The last year the Lwerng troupe visited our farm was our last year on the farm. It was sold to the Sugar Cane Company, Reynold Brothers. We did not know it would be the last visit. Had we known, we would not have been so happy when Obed Oliver, my cousin, two years older than me, asked permission to join the troupe.

To our family, Obed's request was a most natural part of his life.

First, he was the only Leap Year person in the family, from forever. Lwerng herself was momentarily speechless in awe when she was told this by Obed's mother, Ruth. Lwerng could barely whisper her observation that King Shaka, too, was a Leap Year person.

Second, frequently, in the process of a conversation, Obed would speak in language that was unknown to him and to everybody else. It was not always in the same unknown language.

Animals and insects stayed away from Obed. This was surprising if only because Obed never ate meat.

Sometimes, unexpectedly, Obed would slowly rise above the ground. He said it felt as if he was being sucked upwards. The hair on his head would be drawn to stand straight upward. He wore his head hair long, down to cover his ears. It would happen sometimes when he was walking along in the company of others. During farm chores, we were always careful to have Obed do chores that did not require sharp tools. If there were animals around, they would run away from Obed at those times.
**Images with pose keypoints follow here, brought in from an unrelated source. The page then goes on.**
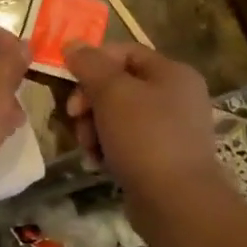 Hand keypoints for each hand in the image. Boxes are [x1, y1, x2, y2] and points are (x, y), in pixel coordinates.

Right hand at [62, 43, 221, 198]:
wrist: (176, 202)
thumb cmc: (145, 138)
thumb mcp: (112, 93)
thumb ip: (90, 65)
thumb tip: (72, 44)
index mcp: (173, 73)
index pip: (124, 52)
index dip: (93, 62)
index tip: (69, 82)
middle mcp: (177, 96)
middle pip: (118, 85)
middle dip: (90, 102)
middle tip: (75, 118)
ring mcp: (171, 129)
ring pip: (117, 116)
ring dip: (94, 128)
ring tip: (88, 148)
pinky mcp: (161, 157)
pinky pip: (126, 142)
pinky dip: (107, 148)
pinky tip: (98, 163) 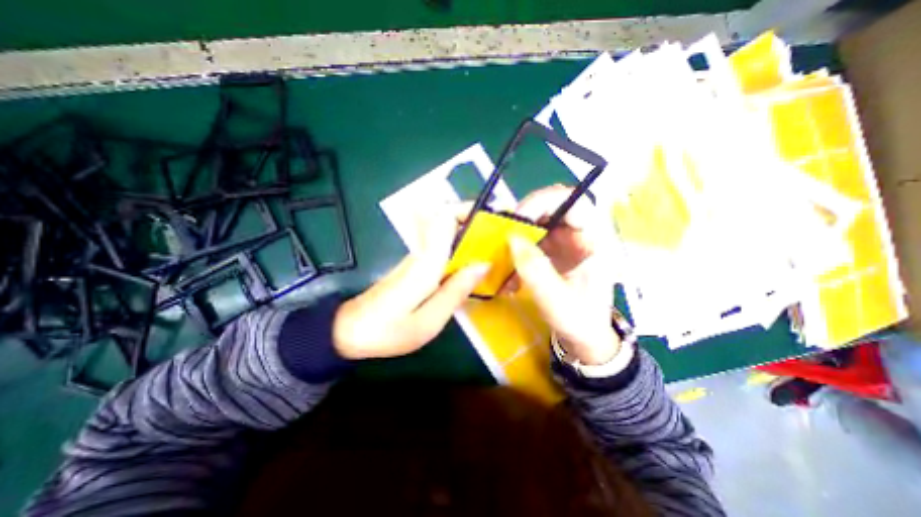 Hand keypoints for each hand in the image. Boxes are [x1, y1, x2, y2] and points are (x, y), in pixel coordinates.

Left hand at [333, 203, 488, 358]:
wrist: (351, 331)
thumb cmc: (388, 331)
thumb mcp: (429, 321)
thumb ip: (456, 291)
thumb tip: (483, 265)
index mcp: (426, 262)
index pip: (445, 218)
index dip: (469, 210)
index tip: (493, 216)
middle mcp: (422, 252)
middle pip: (450, 222)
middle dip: (477, 223)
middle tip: (503, 239)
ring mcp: (418, 258)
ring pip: (448, 235)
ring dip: (472, 238)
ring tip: (496, 252)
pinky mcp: (416, 266)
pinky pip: (444, 250)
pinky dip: (462, 252)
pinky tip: (475, 268)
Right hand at [508, 183, 622, 363]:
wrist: (584, 337)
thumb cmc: (580, 321)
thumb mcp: (557, 300)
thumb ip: (536, 270)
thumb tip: (511, 239)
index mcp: (595, 240)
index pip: (572, 202)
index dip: (542, 203)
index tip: (517, 221)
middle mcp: (580, 233)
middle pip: (549, 207)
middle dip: (522, 220)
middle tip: (502, 238)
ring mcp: (565, 241)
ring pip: (536, 223)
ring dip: (516, 238)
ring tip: (503, 260)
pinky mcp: (552, 251)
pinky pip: (529, 240)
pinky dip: (515, 252)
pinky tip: (510, 274) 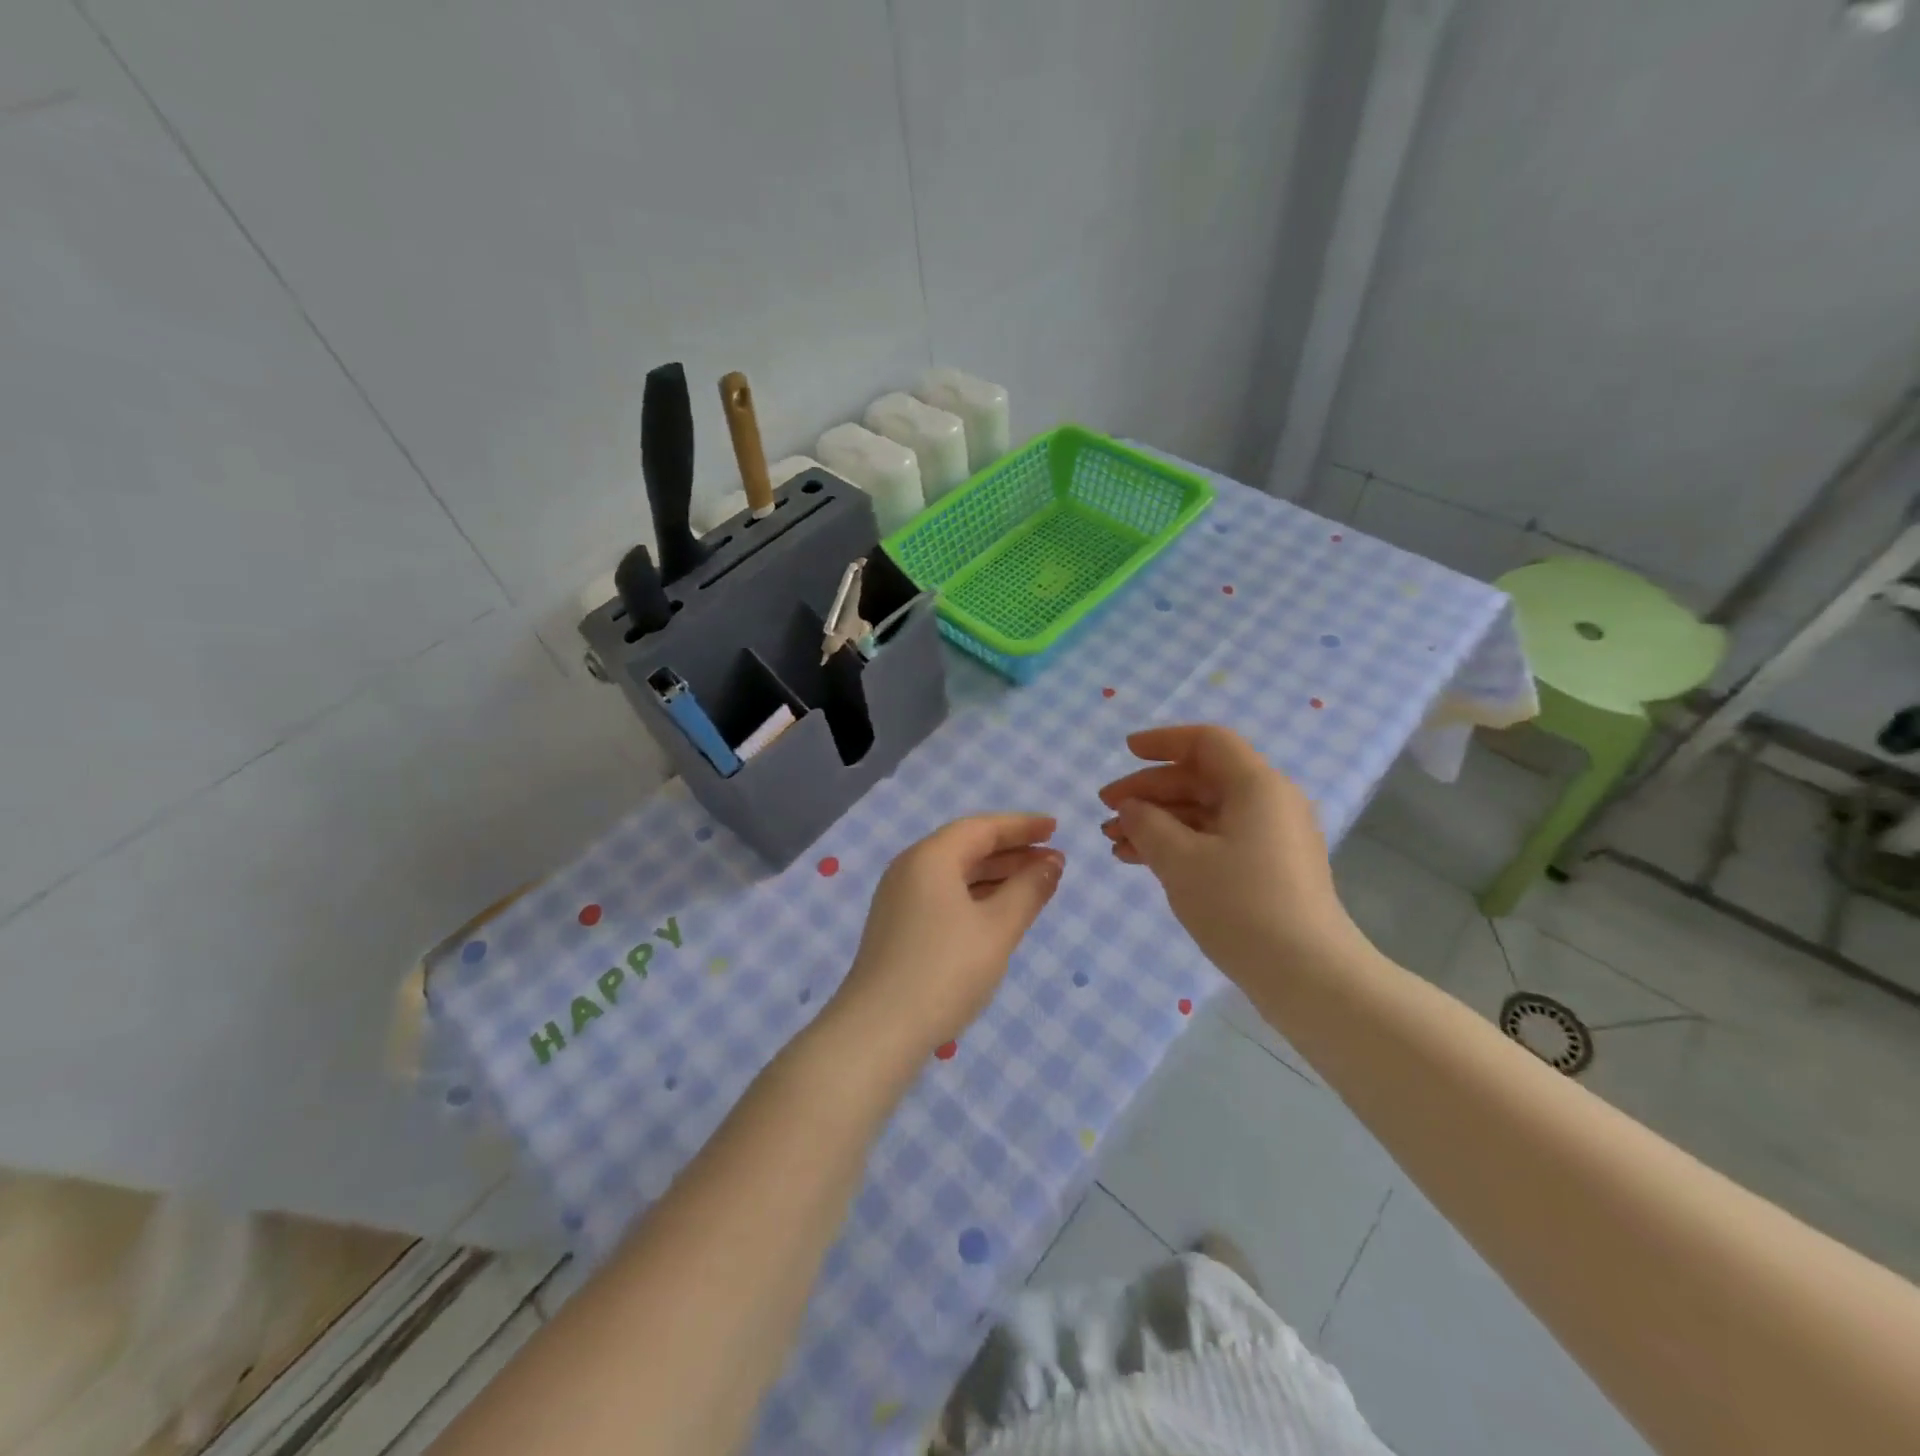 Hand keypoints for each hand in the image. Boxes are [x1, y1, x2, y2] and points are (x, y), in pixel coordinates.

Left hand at [830, 814, 1063, 1060]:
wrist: (878, 1031)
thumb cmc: (945, 971)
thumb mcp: (997, 929)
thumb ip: (1028, 891)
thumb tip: (1051, 863)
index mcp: (930, 857)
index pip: (981, 828)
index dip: (1022, 826)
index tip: (1055, 828)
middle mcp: (910, 869)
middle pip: (967, 847)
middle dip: (1012, 851)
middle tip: (1053, 860)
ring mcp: (900, 899)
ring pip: (955, 874)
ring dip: (996, 875)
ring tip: (1035, 885)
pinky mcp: (898, 927)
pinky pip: (944, 896)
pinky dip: (976, 896)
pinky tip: (999, 913)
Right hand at [1097, 725, 1363, 978]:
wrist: (1308, 977)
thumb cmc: (1241, 906)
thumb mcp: (1180, 861)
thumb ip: (1147, 824)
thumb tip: (1131, 807)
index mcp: (1257, 786)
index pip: (1207, 742)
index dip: (1163, 742)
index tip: (1125, 752)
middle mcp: (1269, 803)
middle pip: (1201, 778)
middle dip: (1149, 791)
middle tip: (1106, 810)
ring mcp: (1271, 838)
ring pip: (1204, 813)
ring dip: (1158, 822)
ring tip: (1114, 842)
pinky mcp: (1269, 870)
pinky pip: (1216, 840)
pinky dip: (1179, 844)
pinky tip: (1141, 861)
I never saw Obed again after that last year. Some family members kept track of the Lwerng troupe, and would travel to celebrate with them, annually. They reported Obed was an especially valuable troupe member because his presence guaranteed their safety from wild animals such as poisonous snakes, and predators like lions and mosquitoes.

And, too, Obed Oliver was being most successful as a drummer, dancer, singer. Visibly and invisibly.